SOURCE RECORDS: Begin

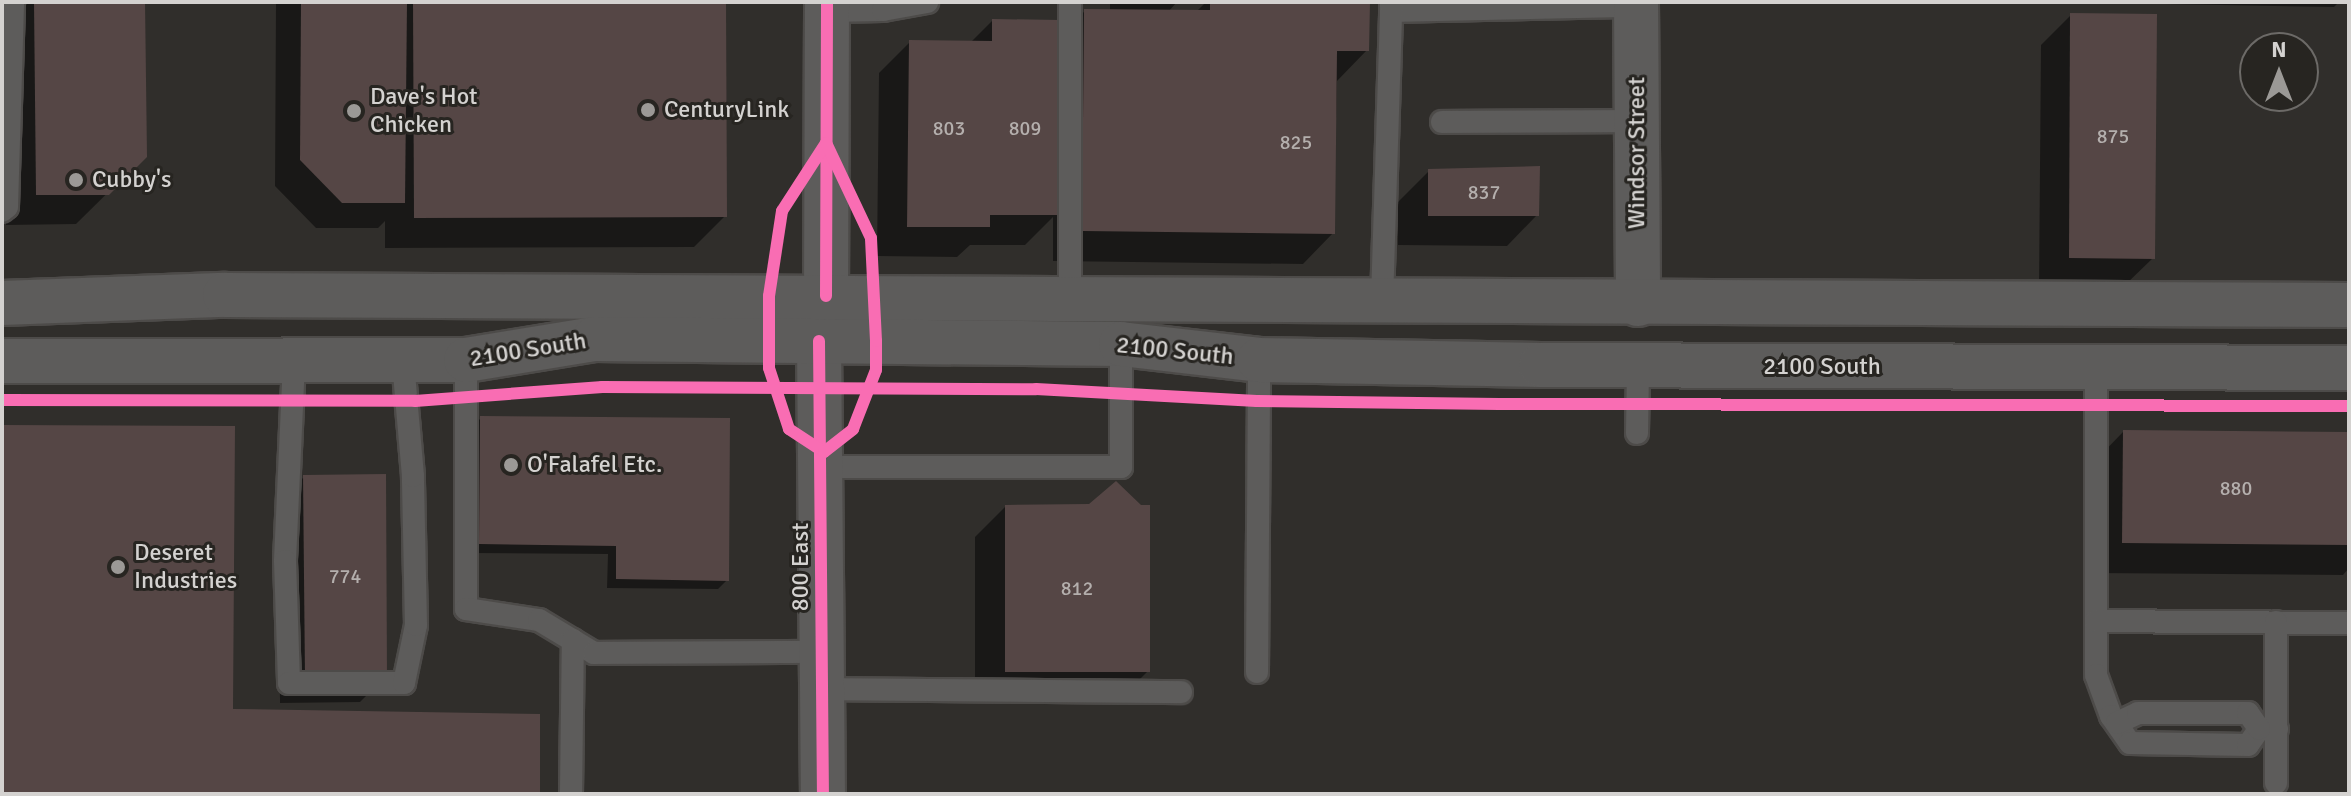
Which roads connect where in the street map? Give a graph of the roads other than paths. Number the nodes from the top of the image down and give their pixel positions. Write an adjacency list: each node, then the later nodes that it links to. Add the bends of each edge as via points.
1 (13, 2): 9 (lane, via 7,207)
2 (927, 2): 5 (lane)
3 (1070, 2): 11 (lane)
4 (1636, 4): 6 (lane); 7 (main road, Windsor Street)
5 (827, 6): 10 (main road)
6 (1391, 7): 12 (lane)
7 (1637, 121): 8 (lane); 14 (main road, Windsor Street)
8 (1442, 122)
9 (2, 211)
10 (826, 296): 11 (main road, 2100 South); 13 (main road, 2100 South, via 225,295)
11 (1070, 298): 12 (main road, 2100 South)
12 (1382, 301): 14 (main road, 2100 South)
13 (2, 303)
14 (1638, 304): 16 (main road, 2100 South); 20 (main road, via 1626,321 1598,333 1301,331 1274,341)
15 (2349, 305): 16 (main road, 2100 South)
16 (2022, 306): 24 (main road, via 2001,326 1964,333 1683,335 1666,341)
17 (819, 341): 18 (main road, 2100 South); 19 (main road, 2100 South, via 594,339); 28 (main road, 800 East)
18 (1121, 344): 20 (main road, 2100 South); 28 (lane, via 1121,467)
19 (466, 360): 22 (main road, 2100 South); 32 (lane, via 466,609 539,620)
20 (1259, 360): 24 (main road, 2100 South); 34 (lane)
21 (2, 361): 23 (main road, 2100 South)
22 (403, 361): 23 (main road, 2100 South); 23 (lane, via 413,476 416,625 404,683 289,683 285,561)
23 (294, 362)
24 (1638, 366): 26 (main road, 2100 South); 27 (lane)
25 (2349, 368): 26 (main road, 2100 South)
26 (2096, 369): 29 (lane)
27 (1637, 433)
28 (824, 467): 33 (main road, 800 East)
29 (2096, 621): 30 (lane); 36 (lane, via 2096,675)
30 (2276, 622): 31 (lane); 37 (lane)
31 (2349, 623)
32 (573, 640): 33 (lane, via 594,653); 39 (lane)
33 (823, 671): 35 (lane); 40 (main road, 800 East)
34 (1257, 672)
35 (1181, 692)
36 (2117, 723): 37 (lane, via 2138,713 2248,713); 37 (lane, via 2130,743 2248,745)
37 (2268, 729): 38 (lane)
38 (2276, 783)
39 (571, 794)
40 (823, 794)

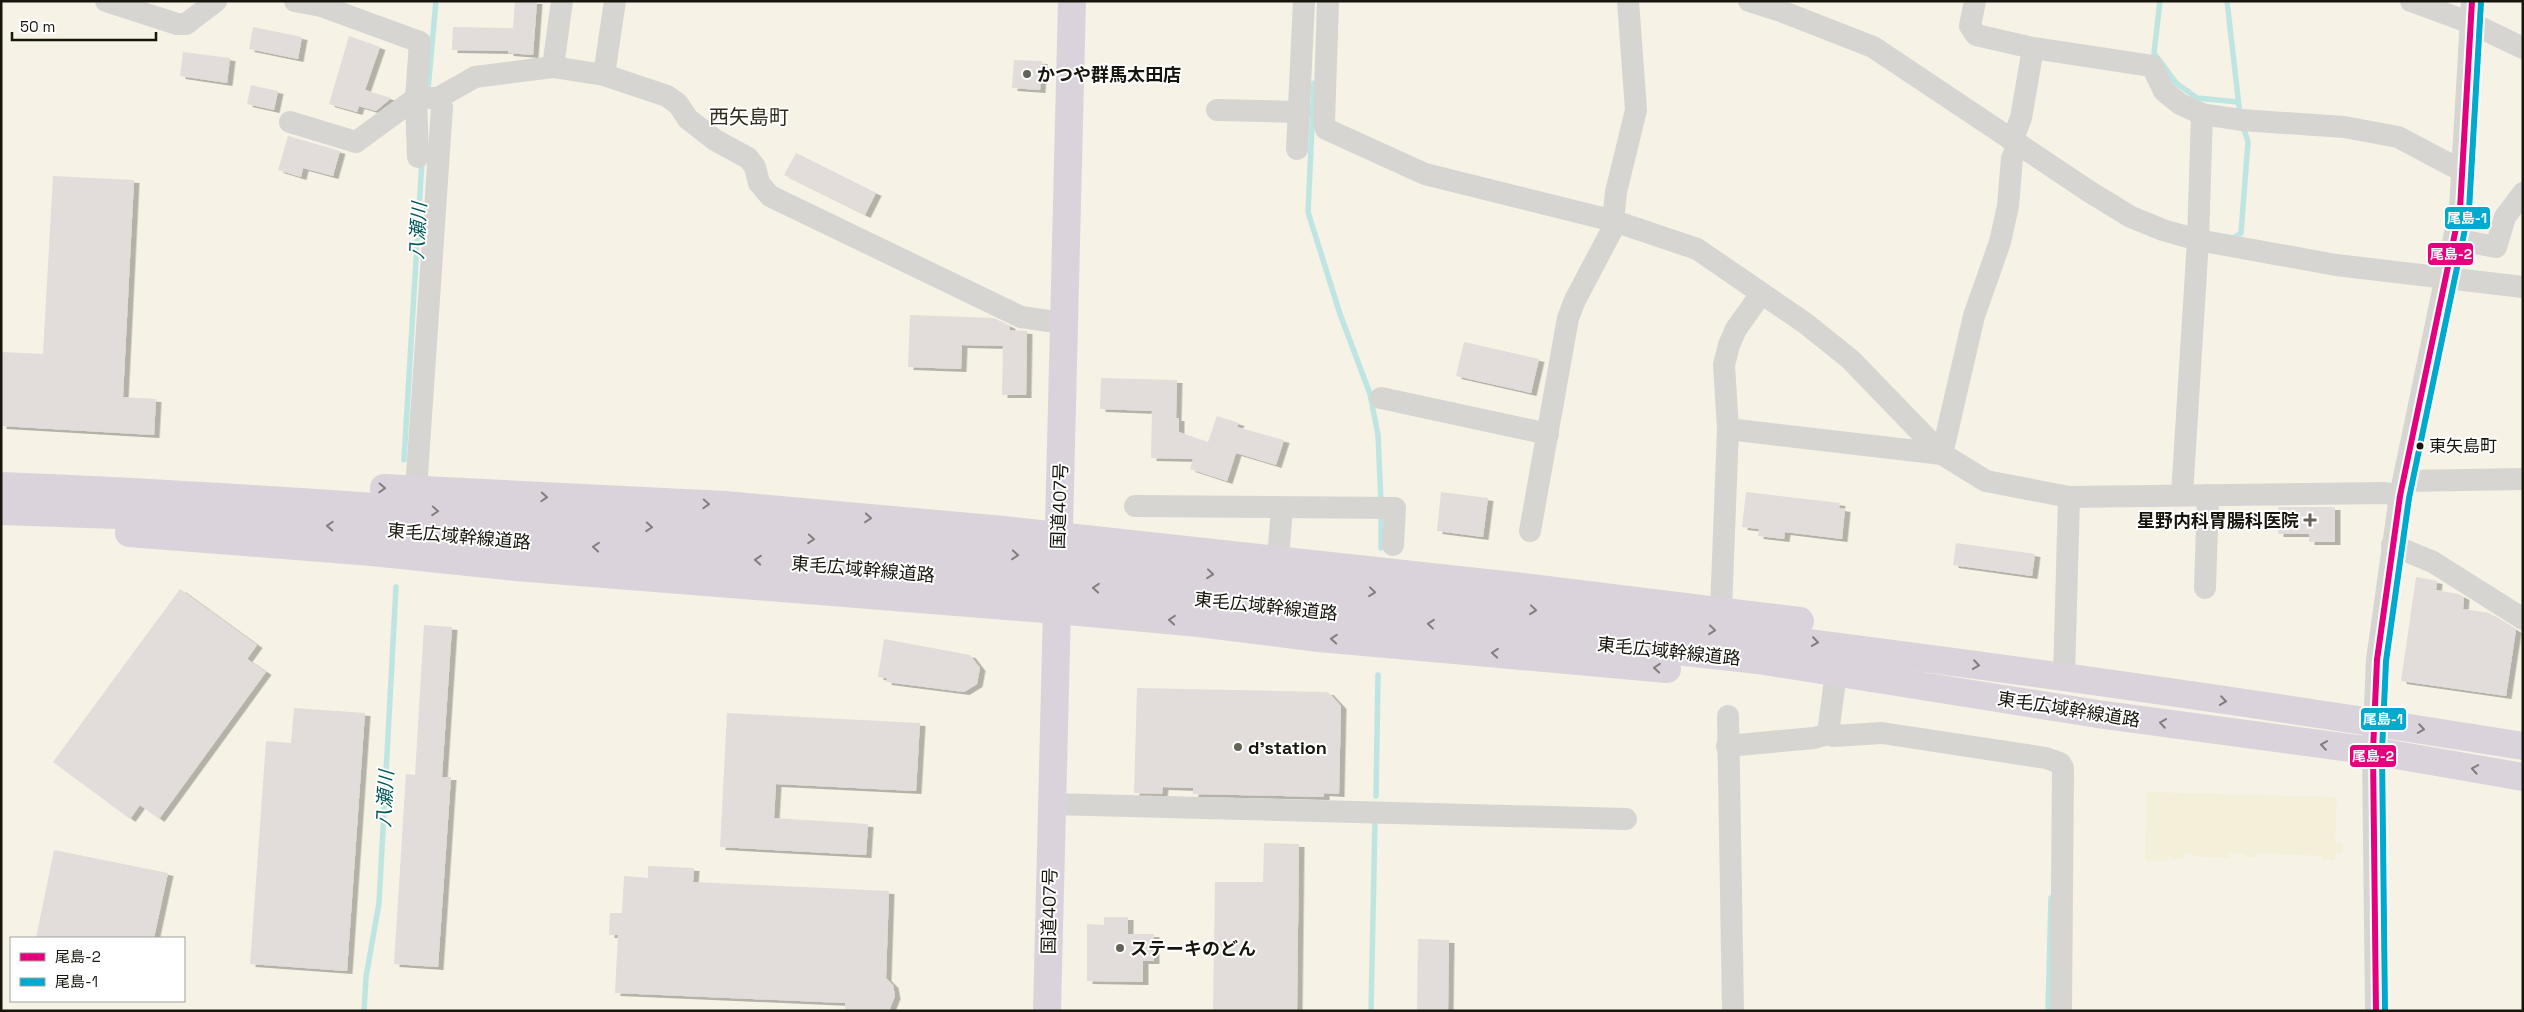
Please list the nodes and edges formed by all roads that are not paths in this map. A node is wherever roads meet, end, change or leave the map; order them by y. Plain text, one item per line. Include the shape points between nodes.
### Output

SOURCE RECORDS: End

#### WHAT YOU SHOULD DO:
In your copy of the material, match every word exactly and include no pictures.

#### EXERCISE ANSWER:
Which roads connect where in the street map? Give a graph of the roads other than paths. Number the nodes from the top of the image down and give their pixel positions. Write an adjacency list: each node, then the later nodes that it links to. Add the bends of each edge as via points.
1 (13, 2): 9 (lane, via 7,207)
2 (927, 2): 5 (lane)
3 (1070, 2): 11 (lane)
4 (1636, 4): 6 (lane); 7 (main road, Windsor Street)
5 (827, 6): 10 (main road)
6 (1391, 7): 12 (lane)
7 (1637, 121): 8 (lane); 14 (main road, Windsor Street)
8 (1442, 122)
9 (2, 211)
10 (826, 296): 11 (main road, 2100 South); 13 (main road, 2100 South, via 225,295)
11 (1070, 298): 12 (main road, 2100 South)
12 (1382, 301): 14 (main road, 2100 South)
13 (2, 303)
14 (1638, 304): 16 (main road, 2100 South); 20 (main road, via 1626,321 1598,333 1301,331 1274,341)
15 (2349, 305): 16 (main road, 2100 South)
16 (2022, 306): 24 (main road, via 2001,326 1964,333 1683,335 1666,341)
17 (819, 341): 18 (main road, 2100 South); 19 (main road, 2100 South, via 594,339); 28 (main road, 800 East)
18 (1121, 344): 20 (main road, 2100 South); 28 (lane, via 1121,467)
19 (466, 360): 22 (main road, 2100 South); 32 (lane, via 466,609 539,620)
20 (1259, 360): 24 (main road, 2100 South); 34 (lane)
21 (2, 361): 23 (main road, 2100 South)
22 (403, 361): 23 (main road, 2100 South); 23 (lane, via 413,476 416,625 404,683 289,683 285,561)
23 (294, 362)
24 (1638, 366): 26 (main road, 2100 South); 27 (lane)
25 (2349, 368): 26 (main road, 2100 South)
26 (2096, 369): 29 (lane)
27 (1637, 433)
28 (824, 467): 33 (main road, 800 East)
29 (2096, 621): 30 (lane); 36 (lane, via 2096,675)
30 (2276, 622): 31 (lane); 37 (lane)
31 (2349, 623)
32 (573, 640): 33 (lane, via 594,653); 39 (lane)
33 (823, 671): 35 (lane); 40 (main road, 800 East)
34 (1257, 672)
35 (1181, 692)
36 (2117, 723): 37 (lane, via 2138,713 2248,713); 37 (lane, via 2130,743 2248,745)
37 (2268, 729): 38 (lane)
38 (2276, 783)
39 (571, 794)
40 (823, 794)

Please list the nodes and edges formed by all roads that are not paths in this map. A node is wherever roads meet, end, change or leave the map; order them by y. Plain text, one item per line. Include the shape points between nodes.
### Output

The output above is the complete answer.